Methods: We used data from the N ational H ealth I nsurance system of T aiwan to address the research topic. The exposure cohort contained 10871 patients with new diagnoses of depressive disorders. Each patient was randomly frequency-matched for sex and age with four participants from the general population who did not have any ACS history before the index date (control group). Cox’s proportion hazard regression analyses were conducted to estimate the relation between depressive disorders and subsequent ACS risk.
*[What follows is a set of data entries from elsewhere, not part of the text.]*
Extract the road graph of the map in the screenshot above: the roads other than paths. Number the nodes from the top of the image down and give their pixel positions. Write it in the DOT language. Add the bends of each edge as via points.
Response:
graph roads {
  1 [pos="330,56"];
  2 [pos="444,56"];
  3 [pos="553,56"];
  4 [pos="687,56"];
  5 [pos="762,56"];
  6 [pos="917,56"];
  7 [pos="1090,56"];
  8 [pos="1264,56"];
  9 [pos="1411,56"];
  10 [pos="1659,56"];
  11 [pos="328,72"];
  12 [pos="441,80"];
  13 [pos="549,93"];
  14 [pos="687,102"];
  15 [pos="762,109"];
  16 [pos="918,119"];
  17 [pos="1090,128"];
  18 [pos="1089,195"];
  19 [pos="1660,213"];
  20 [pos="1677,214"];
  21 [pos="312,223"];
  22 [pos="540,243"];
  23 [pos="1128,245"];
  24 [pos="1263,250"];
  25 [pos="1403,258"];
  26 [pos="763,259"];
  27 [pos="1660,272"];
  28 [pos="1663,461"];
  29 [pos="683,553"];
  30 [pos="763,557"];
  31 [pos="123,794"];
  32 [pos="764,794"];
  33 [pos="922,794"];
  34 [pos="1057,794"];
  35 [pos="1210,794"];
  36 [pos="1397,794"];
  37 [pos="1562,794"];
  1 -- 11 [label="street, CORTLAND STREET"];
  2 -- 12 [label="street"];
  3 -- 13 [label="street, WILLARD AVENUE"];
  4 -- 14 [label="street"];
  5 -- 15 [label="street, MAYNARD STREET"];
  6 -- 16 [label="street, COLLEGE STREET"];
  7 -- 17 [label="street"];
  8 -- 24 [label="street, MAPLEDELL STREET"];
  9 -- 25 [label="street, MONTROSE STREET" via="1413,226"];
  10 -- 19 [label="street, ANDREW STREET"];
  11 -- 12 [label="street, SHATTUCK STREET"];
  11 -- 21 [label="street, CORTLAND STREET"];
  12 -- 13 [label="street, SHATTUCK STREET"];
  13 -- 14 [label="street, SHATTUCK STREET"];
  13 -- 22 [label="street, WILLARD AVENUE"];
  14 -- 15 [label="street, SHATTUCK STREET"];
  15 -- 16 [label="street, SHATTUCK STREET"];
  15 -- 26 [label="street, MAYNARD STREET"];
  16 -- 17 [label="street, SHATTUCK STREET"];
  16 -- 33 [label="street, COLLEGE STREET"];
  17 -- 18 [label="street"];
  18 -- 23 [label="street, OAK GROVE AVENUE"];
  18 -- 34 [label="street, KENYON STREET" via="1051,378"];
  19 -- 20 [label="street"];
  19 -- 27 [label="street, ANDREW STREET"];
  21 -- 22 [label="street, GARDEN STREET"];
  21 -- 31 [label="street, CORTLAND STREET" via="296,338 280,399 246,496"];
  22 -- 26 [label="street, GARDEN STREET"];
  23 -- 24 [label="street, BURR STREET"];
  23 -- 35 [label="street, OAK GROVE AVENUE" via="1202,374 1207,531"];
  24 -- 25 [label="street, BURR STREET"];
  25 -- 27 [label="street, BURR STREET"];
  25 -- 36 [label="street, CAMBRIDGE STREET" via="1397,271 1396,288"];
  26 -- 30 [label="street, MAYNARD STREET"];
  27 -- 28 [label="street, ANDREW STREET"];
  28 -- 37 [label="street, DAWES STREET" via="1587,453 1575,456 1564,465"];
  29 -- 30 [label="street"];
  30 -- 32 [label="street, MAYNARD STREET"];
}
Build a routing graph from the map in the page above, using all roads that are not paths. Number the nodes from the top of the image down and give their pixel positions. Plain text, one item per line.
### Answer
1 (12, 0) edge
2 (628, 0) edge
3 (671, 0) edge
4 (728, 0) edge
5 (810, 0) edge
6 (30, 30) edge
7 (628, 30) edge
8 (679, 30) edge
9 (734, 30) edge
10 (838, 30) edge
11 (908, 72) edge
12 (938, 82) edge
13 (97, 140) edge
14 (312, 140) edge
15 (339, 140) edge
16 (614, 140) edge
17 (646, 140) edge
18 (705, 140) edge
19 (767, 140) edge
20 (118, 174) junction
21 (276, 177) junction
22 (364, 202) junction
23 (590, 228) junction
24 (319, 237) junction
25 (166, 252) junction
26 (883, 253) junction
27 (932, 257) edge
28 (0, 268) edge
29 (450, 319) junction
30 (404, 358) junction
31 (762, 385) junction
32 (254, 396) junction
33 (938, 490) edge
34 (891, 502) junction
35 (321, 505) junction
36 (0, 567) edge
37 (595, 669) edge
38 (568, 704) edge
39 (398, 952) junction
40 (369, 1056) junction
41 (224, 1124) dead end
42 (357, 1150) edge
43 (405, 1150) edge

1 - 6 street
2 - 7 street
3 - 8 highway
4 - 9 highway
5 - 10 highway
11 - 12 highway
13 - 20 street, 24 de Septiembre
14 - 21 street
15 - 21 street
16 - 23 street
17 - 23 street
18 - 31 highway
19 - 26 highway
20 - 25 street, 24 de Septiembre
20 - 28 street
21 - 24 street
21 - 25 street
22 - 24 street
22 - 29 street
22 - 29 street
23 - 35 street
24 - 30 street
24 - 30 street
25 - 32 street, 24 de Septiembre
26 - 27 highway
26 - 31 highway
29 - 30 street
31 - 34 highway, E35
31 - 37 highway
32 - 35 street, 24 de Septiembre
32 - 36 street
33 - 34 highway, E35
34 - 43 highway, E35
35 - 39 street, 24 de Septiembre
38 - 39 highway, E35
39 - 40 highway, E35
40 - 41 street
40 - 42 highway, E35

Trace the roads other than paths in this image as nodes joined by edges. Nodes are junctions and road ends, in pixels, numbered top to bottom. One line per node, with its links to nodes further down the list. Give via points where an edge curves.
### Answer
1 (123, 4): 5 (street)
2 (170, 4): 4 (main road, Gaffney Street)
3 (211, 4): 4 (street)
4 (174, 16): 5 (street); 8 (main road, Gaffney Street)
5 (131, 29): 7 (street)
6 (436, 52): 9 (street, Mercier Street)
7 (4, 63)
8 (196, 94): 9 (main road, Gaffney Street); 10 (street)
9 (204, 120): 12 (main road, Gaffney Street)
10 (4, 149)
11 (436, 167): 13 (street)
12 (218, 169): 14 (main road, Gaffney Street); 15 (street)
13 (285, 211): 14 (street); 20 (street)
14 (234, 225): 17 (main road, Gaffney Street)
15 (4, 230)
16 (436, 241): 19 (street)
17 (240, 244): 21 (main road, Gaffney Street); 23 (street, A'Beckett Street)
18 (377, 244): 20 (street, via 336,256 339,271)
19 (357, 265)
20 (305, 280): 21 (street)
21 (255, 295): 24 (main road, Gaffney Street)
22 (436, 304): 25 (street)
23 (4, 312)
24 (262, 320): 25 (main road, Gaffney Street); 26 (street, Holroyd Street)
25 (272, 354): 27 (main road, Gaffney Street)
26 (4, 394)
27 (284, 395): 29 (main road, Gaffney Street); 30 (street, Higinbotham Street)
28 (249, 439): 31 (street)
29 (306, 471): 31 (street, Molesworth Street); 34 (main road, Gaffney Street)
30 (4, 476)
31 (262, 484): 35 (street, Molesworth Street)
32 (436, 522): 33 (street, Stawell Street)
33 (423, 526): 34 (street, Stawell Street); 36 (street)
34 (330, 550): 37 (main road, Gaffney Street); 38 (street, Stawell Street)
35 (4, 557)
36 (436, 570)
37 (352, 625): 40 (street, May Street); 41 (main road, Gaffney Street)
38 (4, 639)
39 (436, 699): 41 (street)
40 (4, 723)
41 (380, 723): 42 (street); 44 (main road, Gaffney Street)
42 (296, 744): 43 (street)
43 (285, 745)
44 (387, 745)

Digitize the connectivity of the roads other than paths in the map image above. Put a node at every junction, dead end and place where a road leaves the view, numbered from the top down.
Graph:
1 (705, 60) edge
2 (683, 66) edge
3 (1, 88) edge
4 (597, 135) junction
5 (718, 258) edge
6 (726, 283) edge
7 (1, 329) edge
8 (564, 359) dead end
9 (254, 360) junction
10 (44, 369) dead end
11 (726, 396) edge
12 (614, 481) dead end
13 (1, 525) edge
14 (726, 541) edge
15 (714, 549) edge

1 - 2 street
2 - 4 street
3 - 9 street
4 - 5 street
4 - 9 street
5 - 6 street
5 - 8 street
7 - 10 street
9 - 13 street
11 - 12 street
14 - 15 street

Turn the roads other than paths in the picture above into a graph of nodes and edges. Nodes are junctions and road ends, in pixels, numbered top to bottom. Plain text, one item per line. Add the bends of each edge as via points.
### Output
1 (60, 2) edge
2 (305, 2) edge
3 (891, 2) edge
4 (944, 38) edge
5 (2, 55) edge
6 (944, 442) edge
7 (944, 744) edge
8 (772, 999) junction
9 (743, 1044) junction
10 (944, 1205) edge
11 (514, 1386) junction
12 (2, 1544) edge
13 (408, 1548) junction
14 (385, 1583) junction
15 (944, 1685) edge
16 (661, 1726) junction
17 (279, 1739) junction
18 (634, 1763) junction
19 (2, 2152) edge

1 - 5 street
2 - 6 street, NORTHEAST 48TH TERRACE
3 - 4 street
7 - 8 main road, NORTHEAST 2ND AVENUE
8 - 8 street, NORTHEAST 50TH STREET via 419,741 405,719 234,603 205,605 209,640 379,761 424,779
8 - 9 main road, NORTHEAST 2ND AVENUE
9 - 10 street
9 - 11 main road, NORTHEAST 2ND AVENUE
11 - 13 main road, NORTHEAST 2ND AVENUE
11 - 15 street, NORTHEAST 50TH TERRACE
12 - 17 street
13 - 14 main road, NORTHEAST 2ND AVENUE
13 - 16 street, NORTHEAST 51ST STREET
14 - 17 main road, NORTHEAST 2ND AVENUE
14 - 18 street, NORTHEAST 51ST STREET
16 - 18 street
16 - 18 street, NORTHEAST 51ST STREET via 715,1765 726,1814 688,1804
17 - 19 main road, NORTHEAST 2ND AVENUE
Results: Among patients with depressive disorders, the overall risk for developing subsequent ACS was significantly higher than that of the control group (adjusted hazard ratio [ aHR ]: 1.88, 95% confidence interval: 1.63– 2.17). Further analysis revealed that the higher risk was observed in patients who were male, were of older age, or whose diagnosis was combined with other comorbidities.
Conclusions: The findings from this population-based retrospective cohort study suggest that depressive disorder is associated with an increased subsequent ACS risk.
Key words:
Key words: acute coronary syndrome, depressive disorder, population-based cohort study.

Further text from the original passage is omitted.